Missiology – This branch of theology focuses on the study of missions. How should the church go about spreading God’s word? How should the kingdom grow? Answers are in scriptures, but answers also lie in studying cultures, psychology, trends, history, and through analyzing demographics.
Systematics – This branch of theology is essentially what the “What does the Bible Teach?” section of OC Apologists centers around. Systematics is taking the whole of the Scriptures and putting the word of God into understandable categories to form doctrines. Doctrine is simply an organized, system, of instruction. That is what systematic is, taking the bulk of God’s word and narrowing the scope of an individual topic, such as sin or the nature of God, and siphoning it down into concise bullet points of information.
And what is the purpose of Theology?
The main purpose of Christian theology is to proclaim the Gospel of Jesus Christ. This should be the ultimate aim of Christian theology, to always point to the work of Jesus Christ for the salvation of mankind.
The secondary purpose of Christian theology is to produce growth in a Christian’s life in the realm of knowledge and understanding of God. This isn’t however just head knowledge. An example would be a sports fan knowing all the stats of his favorite quarterback from high school to the NFL. However, if he sees that quarterback on the street, does he know the quarterback? Does the quarterback know him? No. The knowledge is just intellectual, and it’s not intimate. The goal in the growth of knowledge of God in theology is to produce growth in the intimate knowing of God. Just as a husband and wife grow to know one another deeply, and in a way that no one else knows them, so to the Christian theology when strives to seek a continual, intimate knowing of the Lord in the lives of Christian believers.
The Source of Christian Theology
The source of Christian theology should be scripture alone. The Bible is the word of God and all Christian teachings should align with it. Everyone can have multiple sources of information concerning God, such as pastors, parents, friends, church denominations, traditions, experiences, and even human reason.

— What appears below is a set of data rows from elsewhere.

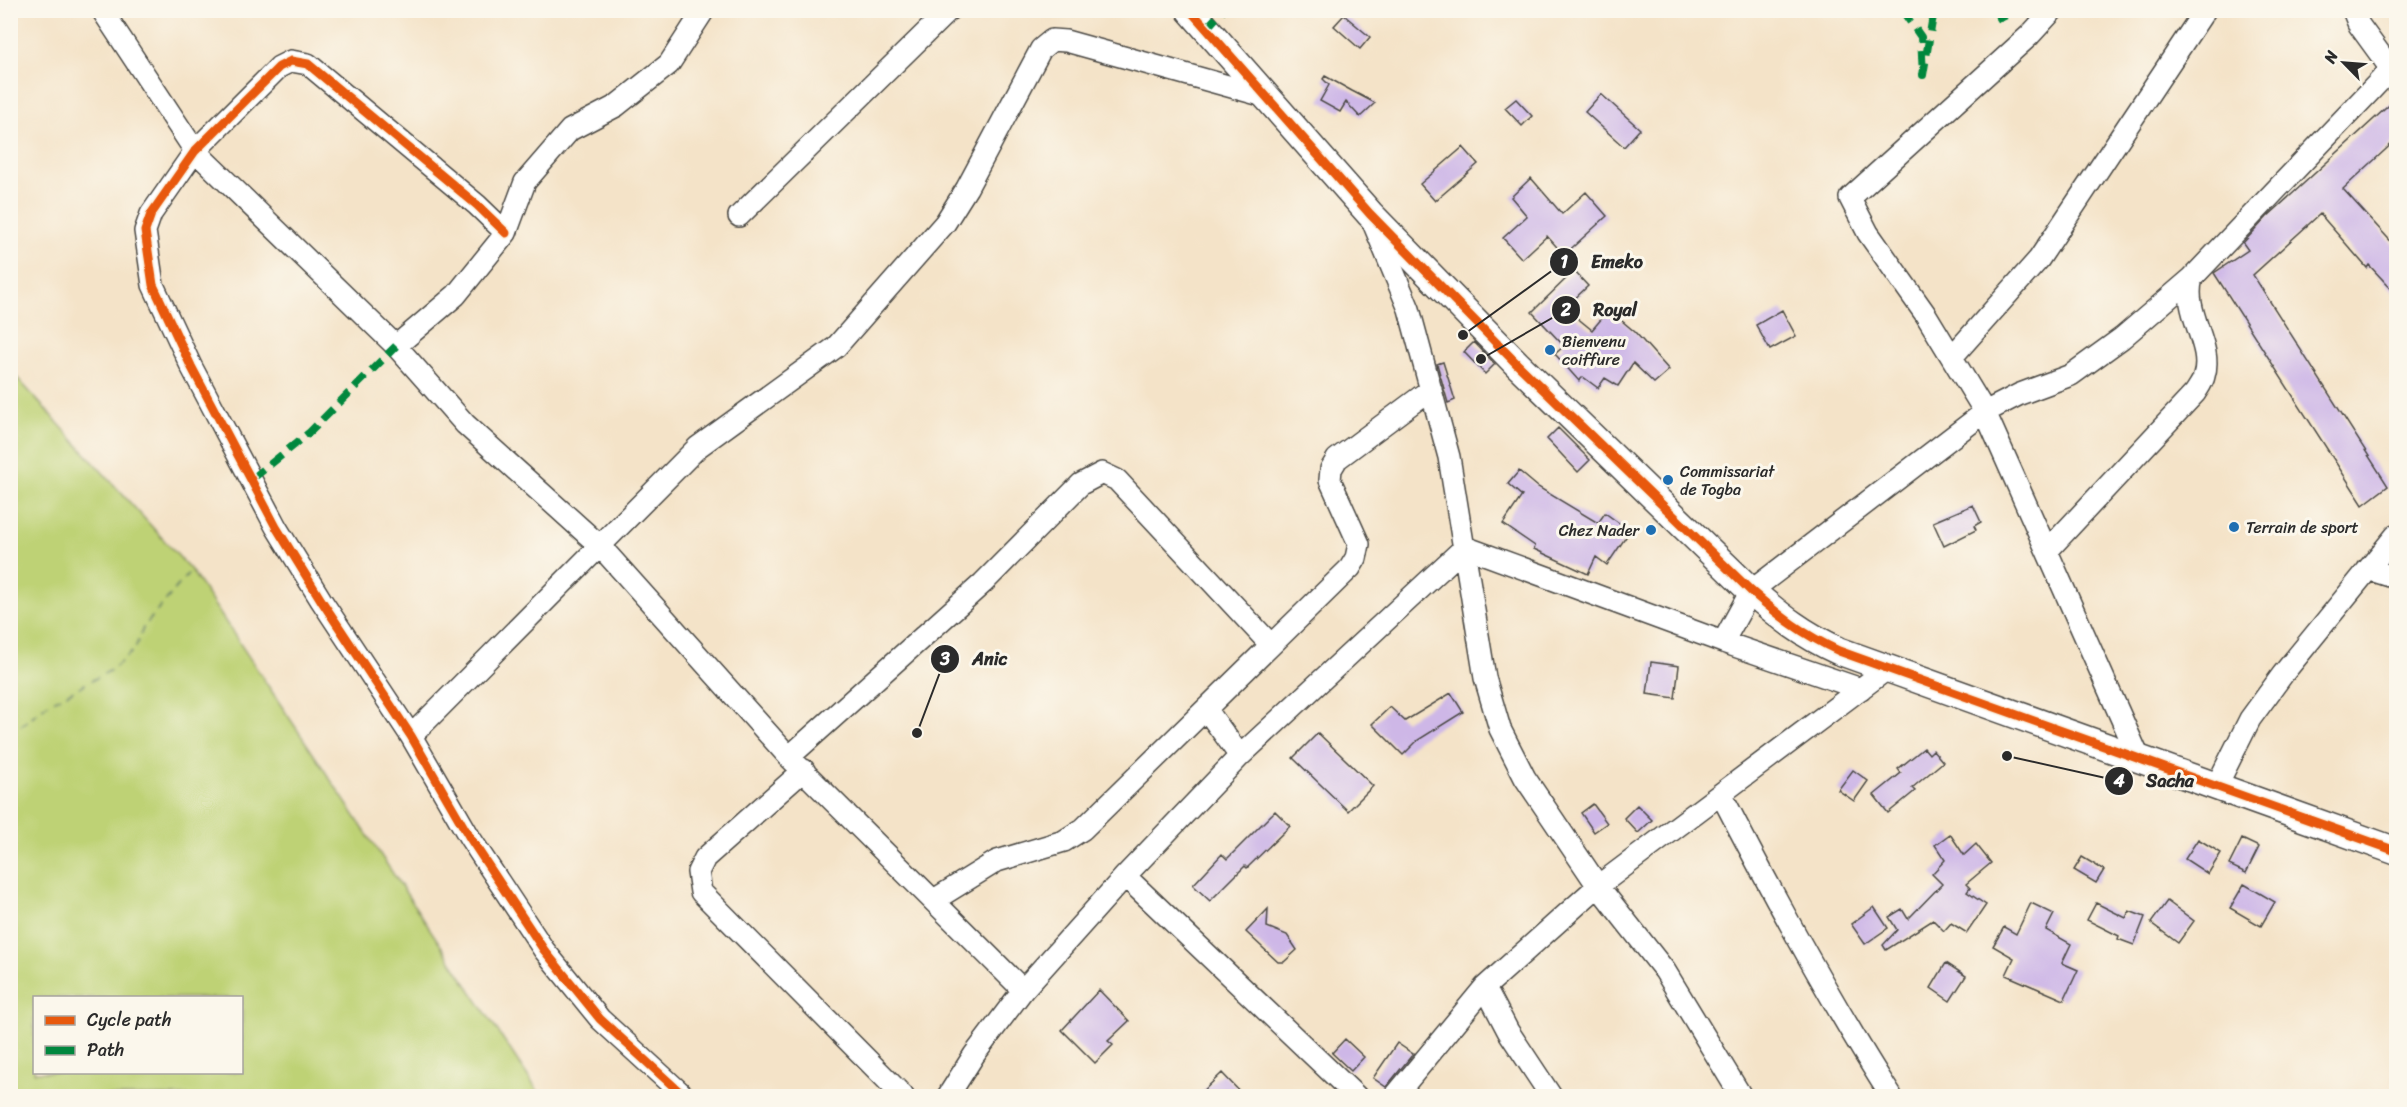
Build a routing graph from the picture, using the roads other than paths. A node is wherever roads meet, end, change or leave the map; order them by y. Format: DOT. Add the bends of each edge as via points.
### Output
graph roads {
  1 [pos="102,10"];
  2 [pos="704,10"];
  3 [pos="949,10"];
  4 [pos="1190,10"];
  5 [pos="2053,10"];
  6 [pos="2205,10"];
  7 [pos="2354,10"];
  8 [pos="2394,66"];
  9 [pos="1264,96"];
  10 [pos="195,151"];
  11 [pos="1370,214"];
  12 [pos="739,216"];
  13 [pos="506,233"];
  14 [pos="2192,278"];
  15 [pos="396,346"];
  16 [pos="1952,357"];
  17 [pos="1431,389"];
  18 [pos="1985,412"];
  19 [pos="2397,535"];
  20 [pos="600,546"];
  21 [pos="1465,547"];
  22 [pos="2047,551"];
  23 [pos="2368,569"];
  24 [pos="2397,578"];
  25 [pos="1751,591"];
  26 [pos="1723,642"];
  27 [pos="1271,645"];
  28 [pos="1887,669"];
  29 [pos="1861,689"];
  30 [pos="1206,709"];
  31 [pos="411,736"];
  32 [pos="1240,756"];
  33 [pos="2140,760"];
  34 [pos="797,763"];
  35 [pos="2216,787"];
  36 [pos="1721,794"];
  37 [pos="2397,851"];
  38 [pos="1125,876"];
  39 [pos="1598,886"];
  40 [pos="934,900"];
  41 [pos="1485,987"];
  42 [pos="1023,990"];
  43 [pos="684,1096"];
  44 [pos="903,1096"];
  45 [pos="948,1096"];
  46 [pos="1356,1096"];
  47 [pos="1395,1096"];
  48 [pos="1551,1096"];
  49 [pos="1741,1096"];
  50 [pos="1892,1096"];
  1 -- 10 [label="street"];
  2 -- 13 [label="street" via="669,64 616,106 570,130 525,182"];
  3 -- 12 [label="street"];
  4 -- 9 [label="street"];
  5 -- 16 [label="street" via="1850,198 1868,233"];
  6 -- 16 [label="street" via="2039,259"];
  7 -- 8 [label="street" via="2359,25"];
  8 -- 14 [label="street"];
  9 -- 11 [label="street"];
  9 -- 20 [label="street" via="1053,40 1041,49 945,223 836,347 698,447"];
  10 -- 13 [label="street" via="279,67 291,60 308,64"];
  10 -- 15 [label="street"];
  10 -- 31 [label="street" via="151,214 145,231 153,285 276,527"];
  11 -- 17 [label="street" via="1409,309"];
  11 -- 25 [label="street" via="1516,364"];
  13 -- 15 [label="street" via="456,295"];
  14 -- 18 [label="street" via="2122,338 2071,375"];
  14 -- 22 [label="street" via="2188,291 2206,356 2205,375 2195,393"];
  15 -- 20 [label="street" via="465,424"];
  16 -- 18 [label="street"];
  17 -- 21 [label="street" via="1449,457"];
  17 -- 27 [label="street" via="1337,459 1330,480 1359,544 1356,558"];
  18 -- 22 [label="street"];
  18 -- 25 [label="street"];
  19 -- 23 [label="street"];
  20 -- 31 [label="street"];
  20 -- 34 [label="street"];
  21 -- 26 [label="street"];
  21 -- 32 [label="street"];
  21 -- 39 [label="street" via="1485,678 1500,729 1525,778"];
  22 -- 33 [label="street"];
  23 -- 24 [label="street"];
  23 -- 35 [label="street" via="2250,719"];
  25 -- 26 [label="street"];
  25 -- 28 [label="street" via="1788,624 1813,639"];
  26 -- 29 [label="street"];
  27 -- 30 [label="street"];
  27 -- 34 [label="street" via="1117,480 1102,473 1081,484"];
  28 -- 29 [label="street"];
  28 -- 33 [label="street"];
  29 -- 36 [label="street"];
  30 -- 32 [label="street"];
  30 -- 40 [label="street" via="1083,829 1064,841 997,861"];
  31 -- 43 [label="street" via="470,838 544,950 600,1019"];
  32 -- 38 [label="street"];
  33 -- 35 [label="street"];
  34 -- 40 [label="street"];
  34 -- 44 [label="street" via="705,858 698,872 701,892"];
  35 -- 37 [label="street"];
  36 -- 39 [label="street"];
  36 -- 50 [label="street" via="1793,932 1851,1034"];
  38 -- 42 [label="street"];
  38 -- 46 [label="street"];
  39 -- 41 [label="street"];
  39 -- 49 [label="street" via="1665,971"];
  40 -- 42 [label="street"];
  41 -- 47 [label="street"];
  41 -- 48 [label="street" via="1508,1031"];
  42 -- 45 [label="street"];
}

These other sources can be very helpful. Learning from standing on the shoulders of Christians that have gone before or who have studied a certain topic more than us should not be condemned. However, the teachings of certain people and groups differ from one another, and they can’t all be correct. Sometimes traditions can lead us astray from God and become trappings of religion, especially if the original intent and purpose of the tradition has been lost in time. Experiences can be very deceiving, especially since not everyone will share the same experiences in their relationship with God. Reason as a tool is necessary; just read through the list of various theological branches of study, they all require the use of the mind. However, the mind and human reason is tainted with sin, and the wisdom of God is foolishness to the wisdom of man. Therefore these other sources of theological information must always be subject to scripture.
Scripture alone should be the ultimate source and norm of our theology!